== THE INPUT

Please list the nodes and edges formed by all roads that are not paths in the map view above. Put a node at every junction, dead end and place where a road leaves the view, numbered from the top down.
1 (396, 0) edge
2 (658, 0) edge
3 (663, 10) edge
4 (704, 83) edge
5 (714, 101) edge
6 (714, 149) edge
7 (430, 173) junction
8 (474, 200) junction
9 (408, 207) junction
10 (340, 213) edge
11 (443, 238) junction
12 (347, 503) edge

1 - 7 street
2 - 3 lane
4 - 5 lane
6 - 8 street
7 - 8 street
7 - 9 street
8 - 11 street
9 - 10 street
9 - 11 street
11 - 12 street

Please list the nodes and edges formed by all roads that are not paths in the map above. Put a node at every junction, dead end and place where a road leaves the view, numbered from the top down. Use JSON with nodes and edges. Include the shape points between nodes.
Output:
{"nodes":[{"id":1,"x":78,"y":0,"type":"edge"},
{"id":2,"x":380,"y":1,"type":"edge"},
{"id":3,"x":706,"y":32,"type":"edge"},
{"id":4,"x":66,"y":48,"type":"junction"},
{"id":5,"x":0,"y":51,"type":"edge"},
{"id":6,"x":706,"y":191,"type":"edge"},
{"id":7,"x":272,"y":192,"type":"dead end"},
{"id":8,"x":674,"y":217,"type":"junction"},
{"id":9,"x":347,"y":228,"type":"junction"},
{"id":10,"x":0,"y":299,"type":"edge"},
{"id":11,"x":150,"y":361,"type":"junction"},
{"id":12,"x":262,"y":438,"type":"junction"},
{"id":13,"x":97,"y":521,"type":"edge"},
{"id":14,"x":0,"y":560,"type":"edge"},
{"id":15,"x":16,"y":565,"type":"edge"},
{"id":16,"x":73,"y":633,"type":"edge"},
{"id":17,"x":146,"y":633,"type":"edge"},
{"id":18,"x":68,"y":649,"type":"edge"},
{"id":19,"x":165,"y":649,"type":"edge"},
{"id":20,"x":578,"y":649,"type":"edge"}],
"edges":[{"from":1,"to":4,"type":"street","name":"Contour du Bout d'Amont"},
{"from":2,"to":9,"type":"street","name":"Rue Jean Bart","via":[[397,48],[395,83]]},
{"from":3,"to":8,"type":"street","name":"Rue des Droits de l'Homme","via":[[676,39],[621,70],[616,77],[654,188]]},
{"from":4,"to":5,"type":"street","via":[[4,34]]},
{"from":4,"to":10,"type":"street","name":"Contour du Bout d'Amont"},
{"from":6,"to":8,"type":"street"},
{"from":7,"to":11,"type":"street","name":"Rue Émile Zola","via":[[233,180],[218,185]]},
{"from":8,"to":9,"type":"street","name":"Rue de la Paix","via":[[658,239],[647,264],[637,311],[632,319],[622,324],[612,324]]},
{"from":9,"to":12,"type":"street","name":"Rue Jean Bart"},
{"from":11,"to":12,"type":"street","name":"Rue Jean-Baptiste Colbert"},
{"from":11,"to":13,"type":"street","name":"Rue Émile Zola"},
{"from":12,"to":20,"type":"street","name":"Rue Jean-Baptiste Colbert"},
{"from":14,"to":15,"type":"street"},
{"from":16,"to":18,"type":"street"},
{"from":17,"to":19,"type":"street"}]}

====

YOUR INSTRUCTIONS:
With the first line of the records as the start and the line holding "points between nodes." as the end, please copy exactly those lines and no others.

EXERCISE ANSWER:
Please list the nodes and edges formed by all roads that are not paths in the map view above. Put a node at every junction, dead end and place where a road leaves the view, numbered from the top down.
1 (396, 0) edge
2 (658, 0) edge
3 (663, 10) edge
4 (704, 83) edge
5 (714, 101) edge
6 (714, 149) edge
7 (430, 173) junction
8 (474, 200) junction
9 (408, 207) junction
10 (340, 213) edge
11 (443, 238) junction
12 (347, 503) edge

1 - 7 street
2 - 3 lane
4 - 5 lane
6 - 8 street
7 - 8 street
7 - 9 street
8 - 11 street
9 - 10 street
9 - 11 street
11 - 12 street

Please list the nodes and edges formed by all roads that are not paths in the map above. Put a node at every junction, dead end and place where a road leaves the view, numbered from the top down. Use JSON with nodes and edges. Include the shape points between nodes.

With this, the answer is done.